**Listed records**
::::

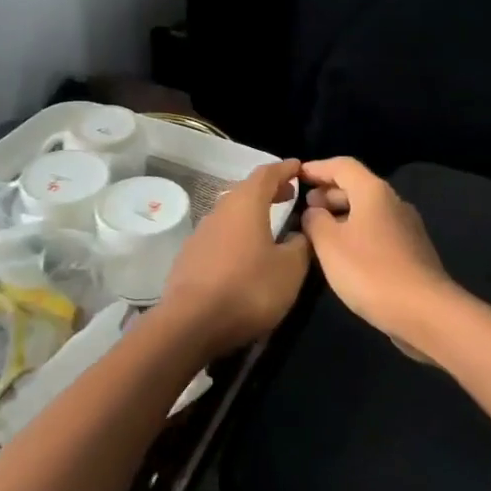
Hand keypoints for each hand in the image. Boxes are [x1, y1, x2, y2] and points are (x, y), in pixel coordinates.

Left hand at [156, 159, 312, 359]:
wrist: (191, 323)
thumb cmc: (249, 289)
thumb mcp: (290, 269)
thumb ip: (301, 245)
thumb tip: (300, 233)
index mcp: (246, 204)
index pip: (267, 174)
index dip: (285, 169)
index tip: (299, 167)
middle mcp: (220, 211)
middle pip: (245, 191)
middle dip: (268, 190)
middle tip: (289, 195)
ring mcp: (201, 233)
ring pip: (230, 213)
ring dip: (251, 213)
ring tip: (270, 224)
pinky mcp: (189, 257)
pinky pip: (219, 235)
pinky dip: (236, 234)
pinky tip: (244, 254)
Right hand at [300, 157, 454, 342]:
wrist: (425, 311)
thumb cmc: (370, 271)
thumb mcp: (329, 244)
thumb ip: (315, 221)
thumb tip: (314, 211)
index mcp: (374, 192)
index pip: (342, 166)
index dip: (317, 168)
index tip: (296, 176)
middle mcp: (393, 202)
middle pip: (357, 186)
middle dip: (328, 193)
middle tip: (304, 207)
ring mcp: (406, 228)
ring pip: (367, 211)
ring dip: (341, 215)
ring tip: (318, 231)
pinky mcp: (411, 251)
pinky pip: (377, 231)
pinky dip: (356, 232)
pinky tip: (342, 254)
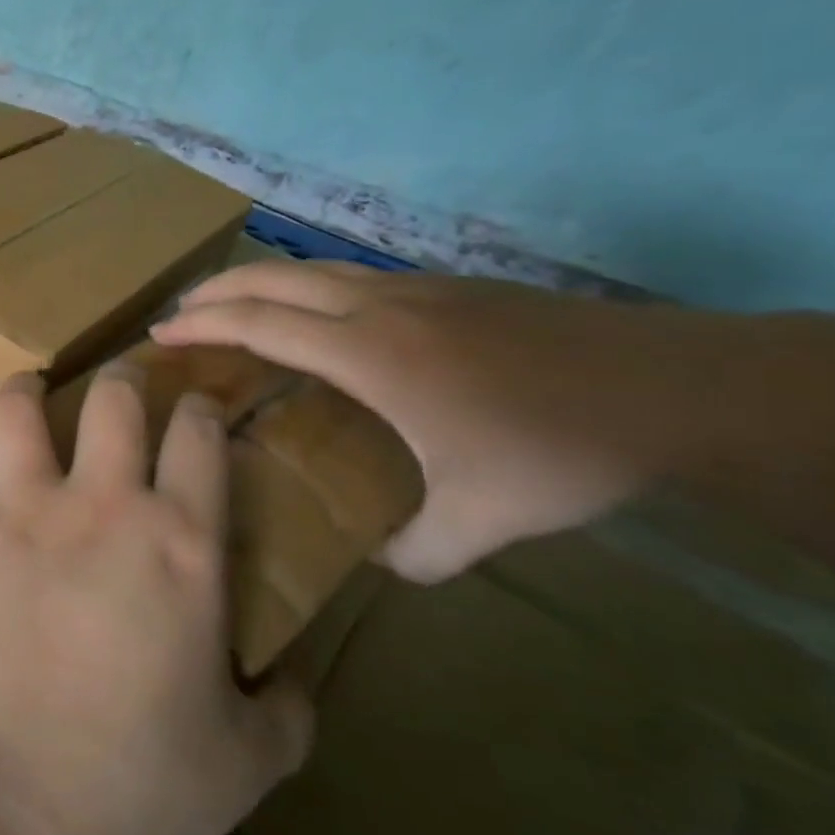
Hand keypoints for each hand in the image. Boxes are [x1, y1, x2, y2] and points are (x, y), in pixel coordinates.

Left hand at [0, 365, 312, 834]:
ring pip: (16, 409)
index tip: (199, 407)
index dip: (202, 408)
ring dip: (25, 393)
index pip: (199, 436)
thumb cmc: (142, 785)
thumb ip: (288, 709)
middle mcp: (99, 505)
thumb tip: (295, 680)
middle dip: (121, 378)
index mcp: (180, 541)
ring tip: (30, 393)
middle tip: (120, 385)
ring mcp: (19, 512)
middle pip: (112, 398)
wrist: (16, 804)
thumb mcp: (250, 758)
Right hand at [150, 260, 737, 581]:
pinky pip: (346, 276)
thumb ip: (417, 551)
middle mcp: (378, 308)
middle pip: (272, 279)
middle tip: (175, 315)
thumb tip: (376, 565)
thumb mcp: (484, 520)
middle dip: (213, 291)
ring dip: (256, 281)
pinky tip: (310, 316)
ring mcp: (413, 289)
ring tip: (226, 304)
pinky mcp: (444, 287)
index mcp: (370, 354)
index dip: (203, 327)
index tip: (160, 336)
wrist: (675, 388)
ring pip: (309, 270)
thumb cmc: (560, 448)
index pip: (261, 325)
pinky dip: (302, 286)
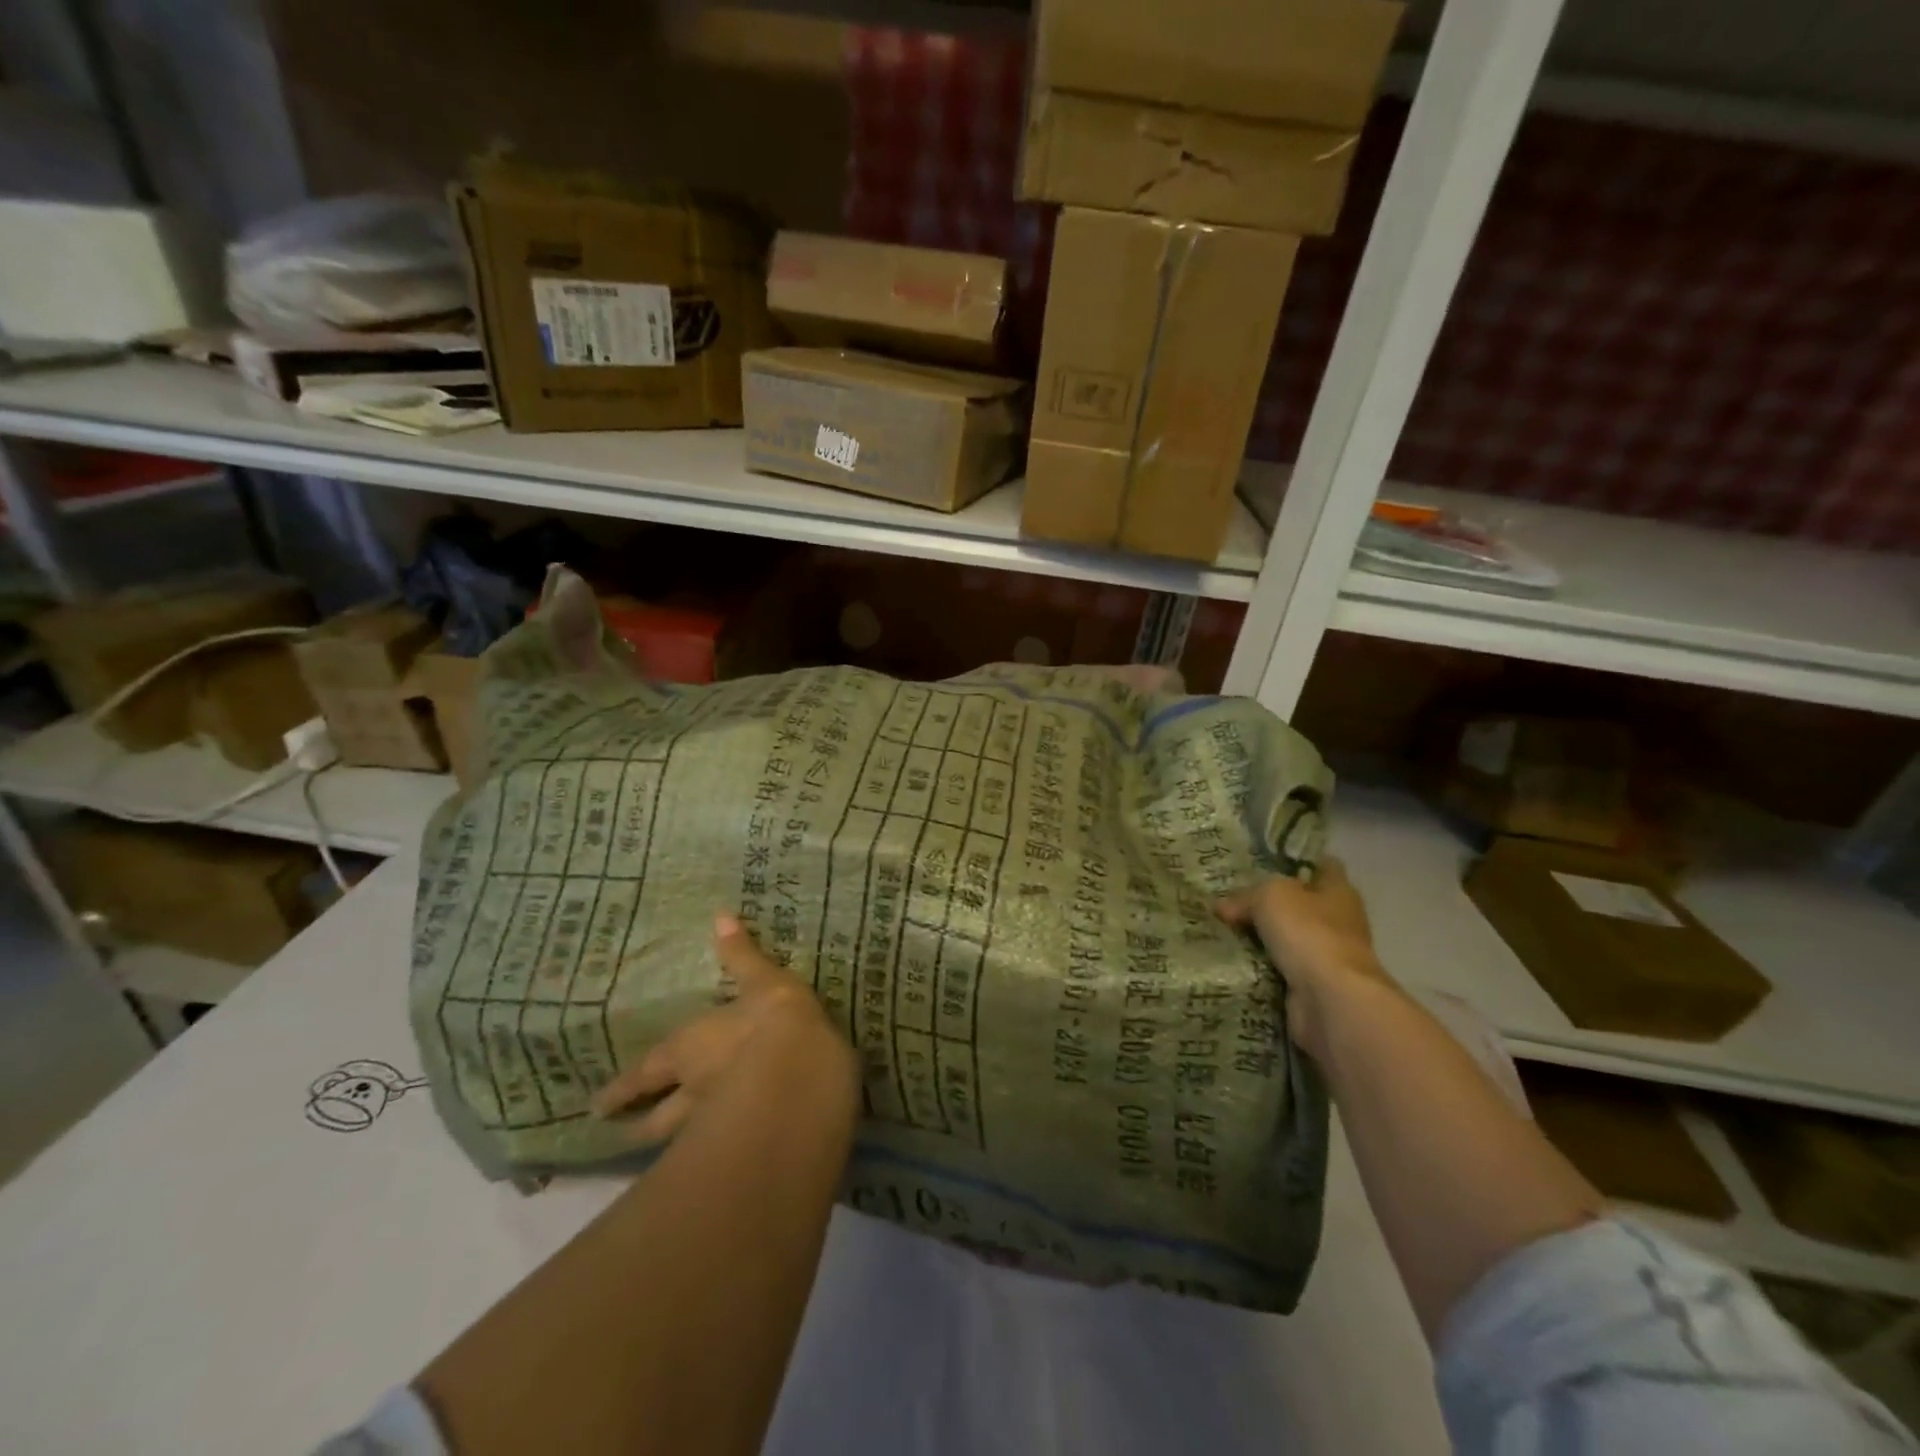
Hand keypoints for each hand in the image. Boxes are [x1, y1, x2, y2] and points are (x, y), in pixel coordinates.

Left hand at [591, 914, 856, 1145]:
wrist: (804, 1073)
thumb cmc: (776, 1020)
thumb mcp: (764, 979)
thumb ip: (742, 955)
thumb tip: (720, 914)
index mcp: (692, 1049)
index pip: (647, 1073)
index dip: (623, 1089)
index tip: (598, 1107)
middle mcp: (693, 1091)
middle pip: (654, 1118)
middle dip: (636, 1125)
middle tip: (619, 1134)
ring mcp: (714, 1127)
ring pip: (678, 1143)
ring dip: (667, 1148)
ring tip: (658, 1163)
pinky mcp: (744, 1148)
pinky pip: (717, 1156)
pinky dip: (709, 1160)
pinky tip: (715, 1168)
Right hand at [1216, 858, 1396, 1055]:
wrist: (1330, 999)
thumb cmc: (1308, 932)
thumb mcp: (1270, 896)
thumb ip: (1245, 896)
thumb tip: (1223, 907)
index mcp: (1338, 890)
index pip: (1320, 864)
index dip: (1294, 860)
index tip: (1260, 860)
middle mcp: (1338, 920)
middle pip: (1300, 903)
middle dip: (1269, 902)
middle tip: (1229, 898)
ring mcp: (1328, 955)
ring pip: (1288, 937)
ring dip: (1262, 938)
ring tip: (1222, 929)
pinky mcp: (1314, 986)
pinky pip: (1281, 968)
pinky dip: (1261, 966)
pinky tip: (1233, 960)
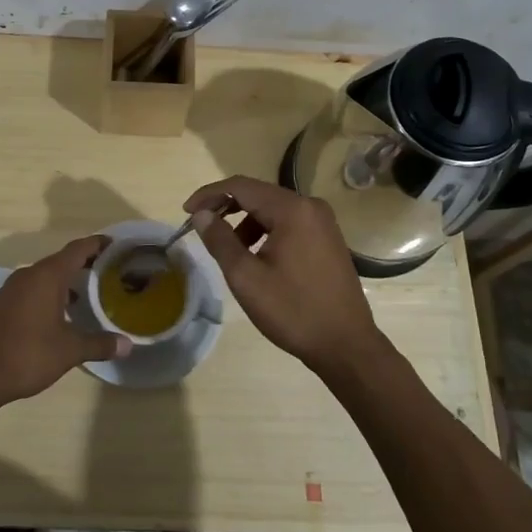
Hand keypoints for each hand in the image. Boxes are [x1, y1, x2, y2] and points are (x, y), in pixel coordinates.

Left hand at [0, 235, 131, 407]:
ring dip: (65, 281)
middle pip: (61, 260)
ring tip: (87, 295)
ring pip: (44, 276)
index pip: (77, 249)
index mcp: (47, 276)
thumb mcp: (69, 351)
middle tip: (108, 272)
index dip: (97, 244)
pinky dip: (49, 294)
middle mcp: (28, 275)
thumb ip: (99, 344)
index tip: (115, 245)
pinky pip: (31, 289)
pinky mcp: (1, 304)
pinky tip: (58, 315)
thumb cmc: (26, 355)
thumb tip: (127, 345)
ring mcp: (11, 289)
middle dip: (84, 264)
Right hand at [184, 176, 387, 373]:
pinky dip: (266, 231)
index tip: (186, 212)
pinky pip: (289, 223)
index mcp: (292, 210)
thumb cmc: (293, 311)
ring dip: (246, 222)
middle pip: (258, 194)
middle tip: (201, 226)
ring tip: (230, 250)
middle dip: (226, 207)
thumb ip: (220, 240)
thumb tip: (202, 214)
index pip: (241, 186)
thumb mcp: (246, 277)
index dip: (209, 194)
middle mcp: (310, 206)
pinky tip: (257, 256)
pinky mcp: (328, 238)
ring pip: (273, 209)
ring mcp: (323, 222)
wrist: (346, 345)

::::

Where a line of the records contains the word "Left", copy that line.

Left hand at [156, 159, 312, 359]:
Left hand at [0, 365, 312, 834]:
Left hand at [591, 914, 856, 1145]:
Left hand at [0, 235, 131, 407]:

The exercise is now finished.